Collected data
__________________________________________________
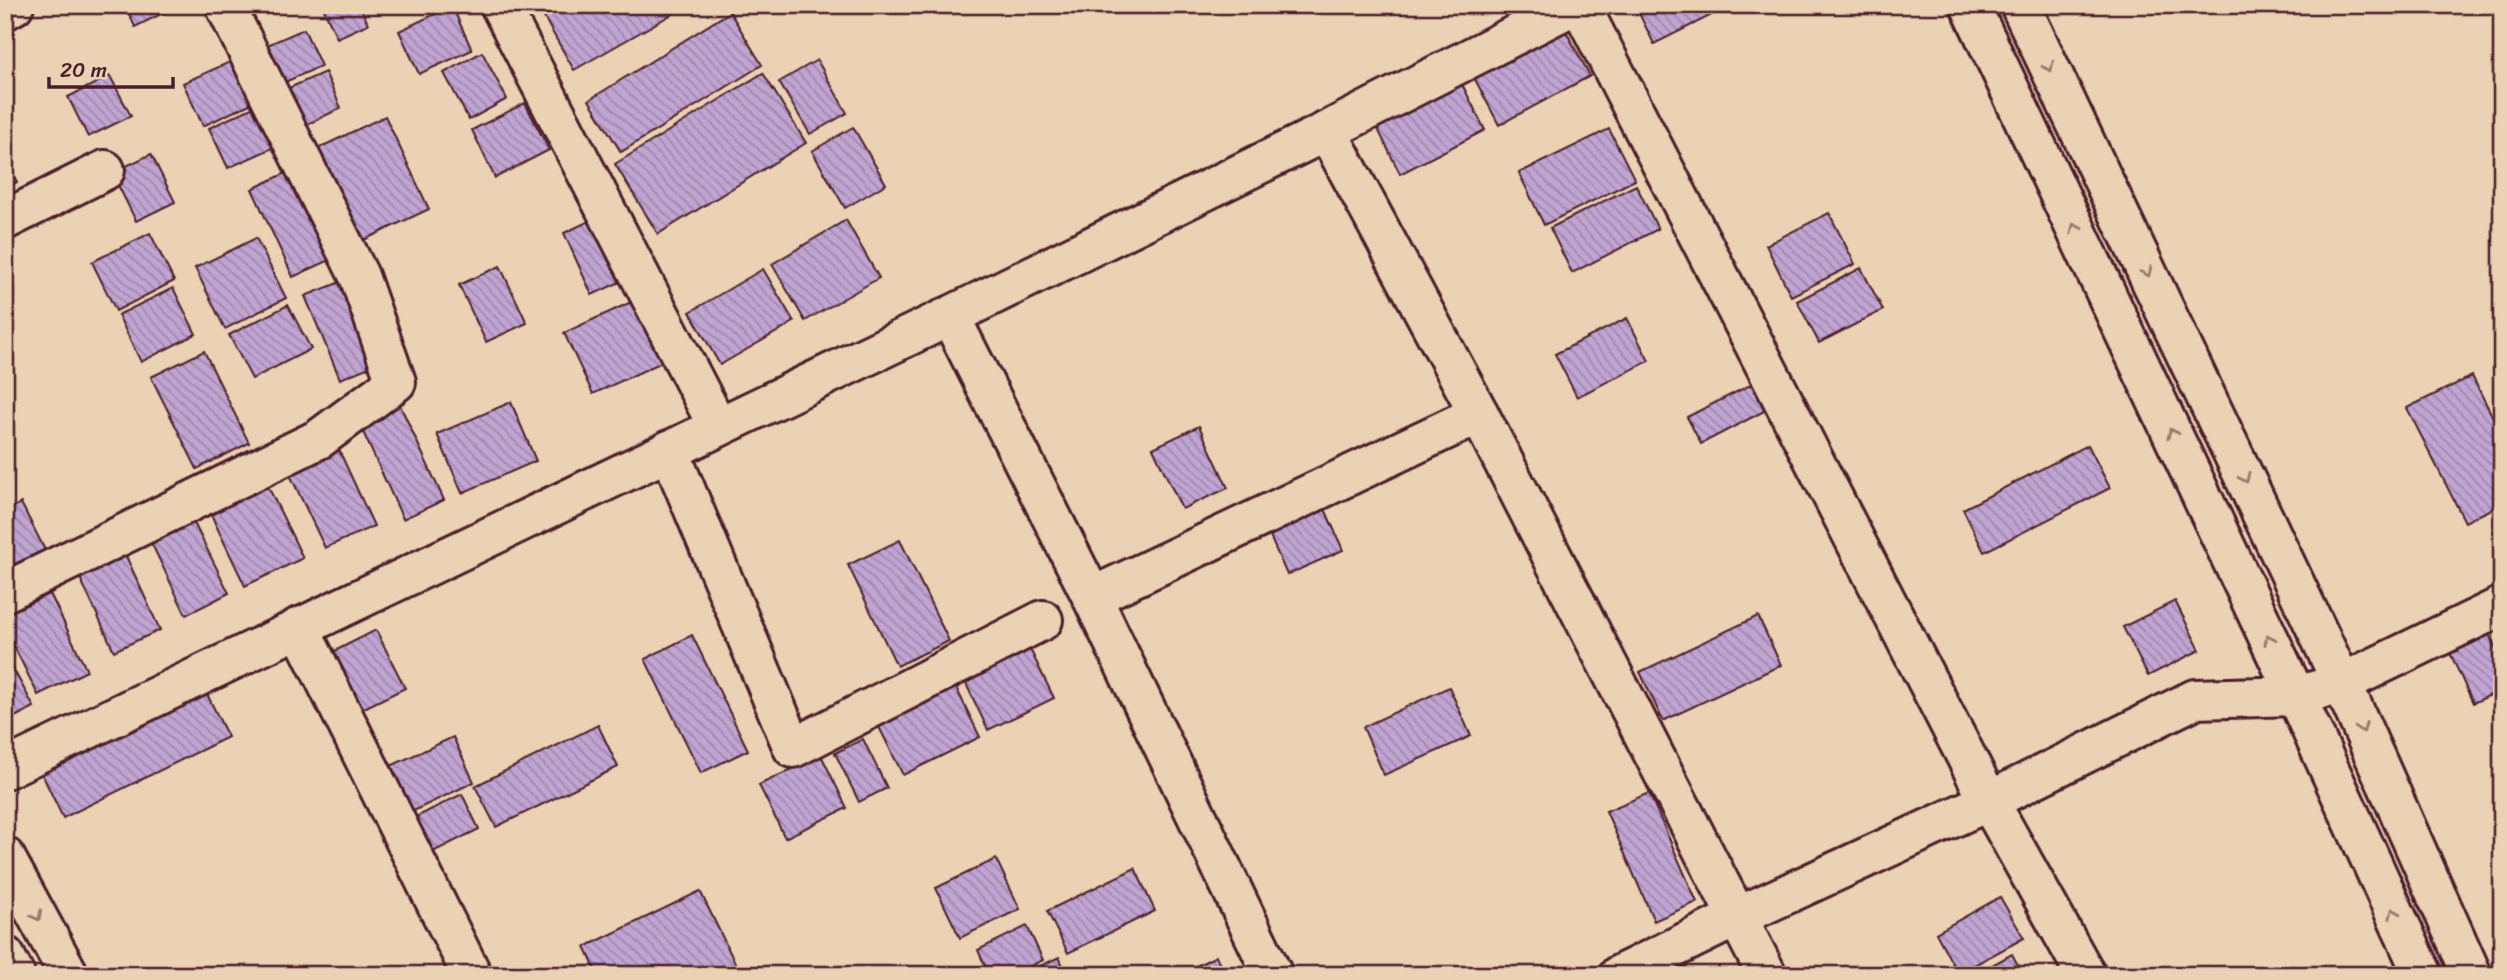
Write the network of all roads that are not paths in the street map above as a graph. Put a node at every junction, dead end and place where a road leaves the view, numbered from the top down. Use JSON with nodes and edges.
{"nodes":[{"id":1,"x":14,"y":5,"type":"edge"},
{"id":2,"x":225,"y":5,"type":"edge"},
{"id":3,"x":500,"y":5,"type":"edge"},
{"id":4,"x":1574,"y":5,"type":"edge"},
{"id":5,"x":1580,"y":5,"type":"edge"},
{"id":6,"x":1970,"y":5,"type":"edge"},
{"id":7,"x":2020,"y":5,"type":"edge"},
{"id":8,"x":5,"y":10,"type":"edge"},
{"id":9,"x":1327,"y":131,"type":"junction"},
{"id":10,"x":105,"y":170,"type":"dead end"},
{"id":11,"x":5,"y":220,"type":"edge"},
{"id":12,"x":950,"y":316,"type":"junction"},
{"id":13,"x":1479,"y":414,"type":"junction"},
{"id":14,"x":718,"y":427,"type":"junction"},
{"id":15,"x":669,"y":450,"type":"junction"},
{"id":16,"x":5,"y":592,"type":"edge"},
{"id":17,"x":1092,"y":597,"type":"junction"},
{"id":18,"x":2502,"y":606,"type":"edge"},
{"id":19,"x":1042,"y":620,"type":"dead end"},
{"id":20,"x":299,"y":627,"type":"junction"},
{"id":21,"x":2342,"y":683,"type":"junction"},
{"id":22,"x":2296,"y":696,"type":"junction"},
{"id":23,"x":5,"y":769,"type":"edge"},
{"id":24,"x":1989,"y":801,"type":"junction"},
{"id":25,"x":5,"y":857,"type":"edge"},
{"id":26,"x":1737,"y":917,"type":"junction"},
{"id":27,"x":5,"y":956,"type":"edge"},
{"id":28,"x":15,"y":975,"type":"edge"},
{"id":29,"x":69,"y":975,"type":"edge"},
{"id":30,"x":472,"y":975,"type":"edge"},
{"id":31,"x":1273,"y":975,"type":"edge"},
{"id":32,"x":1619,"y":975,"type":"edge"},
{"id":33,"x":1767,"y":975,"type":"edge"},
{"id":34,"x":2085,"y":975,"type":"edge"},
{"id":35,"x":2423,"y":975,"type":"edge"},
{"id":36,"x":2472,"y":975,"type":"edge"}],
"edges":[{"from":1,"to":8,"type":"street"},
{"from":2,"to":16,"type":"street"},
{"from":3,"to":14,"type":"street"},
{"from":4,"to":9,"type":"street"},
{"from":5,"to":24,"type":"street"},
{"from":22,"to":6,"type":"street","one_way":true},
{"from":7,"to":21,"type":"street","one_way":true},
{"from":9,"to":12,"type":"street"},
{"from":9,"to":13,"type":"street"},
{"from":10,"to":11,"type":"street"},
{"from":12,"to":14,"type":"street"},
{"from":12,"to":17,"type":"street"},
{"from":13,"to":17,"type":"street"},
{"from":13,"to":26,"type":"street"},
{"from":14,"to":15,"type":"street"},
{"from":15,"to":19,"type":"street"},
{"from":15,"to":20,"type":"street"},
{"from":17,"to":31,"type":"street"},
{"from":18,"to":21,"type":"street"},
{"from":20,"to":23,"type":"street"},
{"from":20,"to":30,"type":"street"},
{"from":21,"to":22,"type":"street"},
{"from":21,"to":36,"type":"street","one_way":true},
{"from":22,"to":24,"type":"street"},
{"from":35,"to":22,"type":"street","one_way":true},
{"from":24,"to":26,"type":"street"},
{"from":24,"to":34,"type":"street"},
{"from":25,"to":29,"type":"street","one_way":true},
{"from":26,"to":32,"type":"street"},
{"from":26,"to":33,"type":"street"},
{"from":27,"to":28,"type":"street"}]}
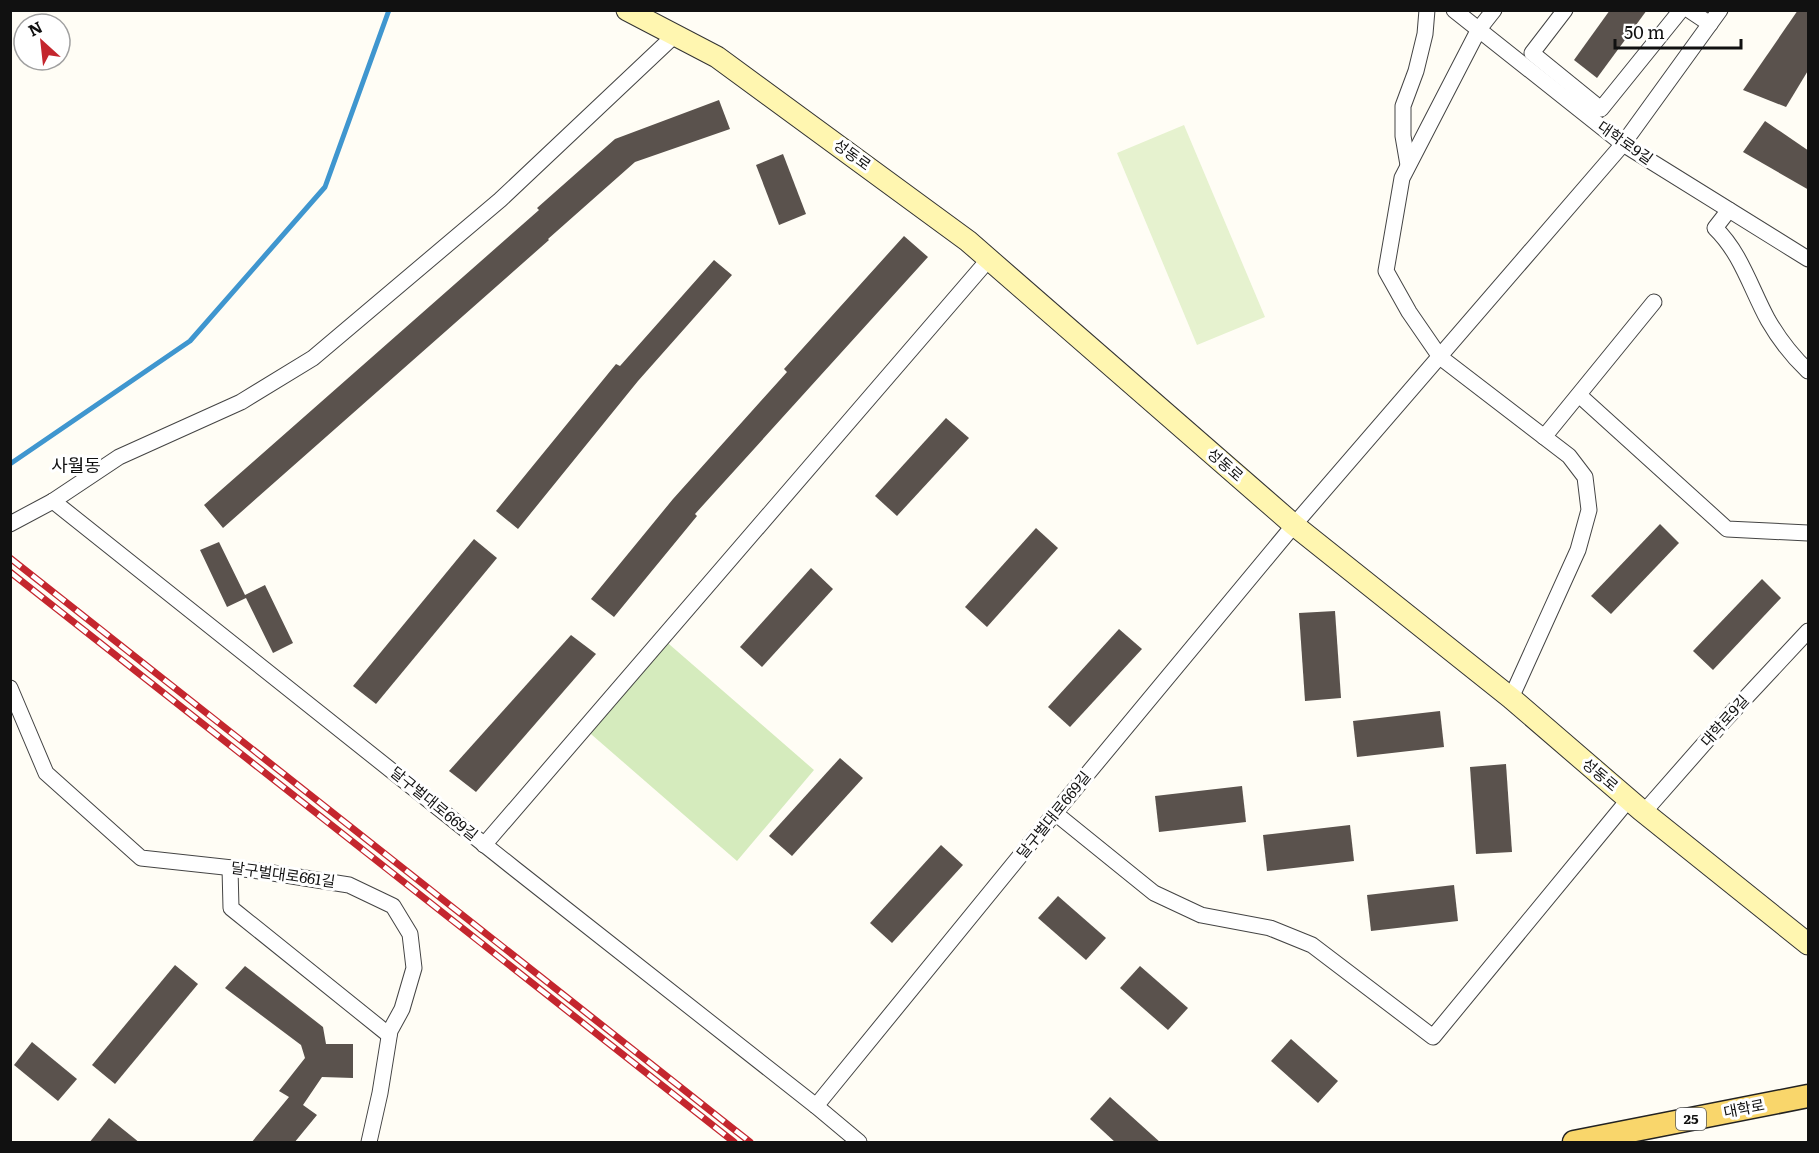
__________________________________________________
**WHAT IS REQUIRED**:
Every entry above should be printed again exactly, except for the pictures.

**RESULT FOR THIS TASK**:
Write the network of all roads that are not paths in the street map above as a graph. Put a node at every junction, dead end and place where a road leaves the view, numbered from the top down. Use JSON with nodes and edges.
{"nodes":[{"id":1,"x":14,"y":5,"type":"edge"},
{"id":2,"x":225,"y":5,"type":"edge"},
{"id":3,"x":500,"y":5,"type":"edge"},
{"id":4,"x":1574,"y":5,"type":"edge"},
{"id":5,"x":1580,"y":5,"type":"edge"},
{"id":6,"x":1970,"y":5,"type":"edge"},
{"id":7,"x":2020,"y":5,"type":"edge"},
{"id":8,"x":5,"y":10,"type":"edge"},
{"id":9,"x":1327,"y":131,"type":"junction"},
{"id":10,"x":105,"y":170,"type":"dead end"},
{"id":11,"x":5,"y":220,"type":"edge"},
{"id":12,"x":950,"y":316,"type":"junction"},
{"id":13,"x":1479,"y":414,"type":"junction"},
{"id":14,"x":718,"y":427,"type":"junction"},
{"id":15,"x":669,"y":450,"type":"junction"},
{"id":16,"x":5,"y":592,"type":"edge"},
{"id":17,"x":1092,"y":597,"type":"junction"},
{"id":18,"x":2502,"y":606,"type":"edge"},
{"id":19,"x":1042,"y":620,"type":"dead end"},
{"id":20,"x":299,"y":627,"type":"junction"},
{"id":21,"x":2342,"y":683,"type":"junction"},
{"id":22,"x":2296,"y":696,"type":"junction"},
{"id":23,"x":5,"y":769,"type":"edge"},
{"id":24,"x":1989,"y":801,"type":"junction"},
{"id":25,"x":5,"y":857,"type":"edge"},
{"id":26,"x":1737,"y":917,"type":"junction"},
{"id":27,"x":5,"y":956,"type":"edge"},
{"id":28,"x":15,"y":975,"type":"edge"},
{"id":29,"x":69,"y":975,"type":"edge"},
{"id":30,"x":472,"y":975,"type":"edge"},
{"id":31,"x":1273,"y":975,"type":"edge"},
{"id":32,"x":1619,"y":975,"type":"edge"},
{"id":33,"x":1767,"y":975,"type":"edge"},
{"id":34,"x":2085,"y":975,"type":"edge"},
{"id":35,"x":2423,"y":975,"type":"edge"},
{"id":36,"x":2472,"y":975,"type":"edge"}],
"edges":[{"from":1,"to":8,"type":"street"},
{"from":2,"to":16,"type":"street"},
{"from":3,"to":14,"type":"street"},
{"from":4,"to":9,"type":"street"},
{"from":5,"to":24,"type":"street"},
{"from":22,"to":6,"type":"street","one_way":true},
{"from":7,"to":21,"type":"street","one_way":true},
{"from":9,"to":12,"type":"street"},
{"from":9,"to":13,"type":"street"},
{"from":10,"to":11,"type":"street"},
{"from":12,"to":14,"type":"street"},
{"from":12,"to":17,"type":"street"},
{"from":13,"to":17,"type":"street"},
{"from":13,"to":26,"type":"street"},
{"from":14,"to":15,"type":"street"},
{"from":15,"to":19,"type":"street"},
{"from":15,"to":20,"type":"street"},
{"from":17,"to":31,"type":"street"},
{"from":18,"to":21,"type":"street"},
{"from":20,"to":23,"type":"street"},
{"from":20,"to":30,"type":"street"},
{"from":21,"to":22,"type":"street"},
{"from":21,"to":36,"type":"street","one_way":true},
{"from":22,"to":24,"type":"street"},
{"from":35,"to":22,"type":"street","one_way":true},
{"from":24,"to":26,"type":"street"},
{"from":24,"to":34,"type":"street"},
{"from":25,"to":29,"type":"street","one_way":true},
{"from":26,"to":32,"type":"street"},
{"from":26,"to":33,"type":"street"},
{"from":27,"to":28,"type":"street"}]}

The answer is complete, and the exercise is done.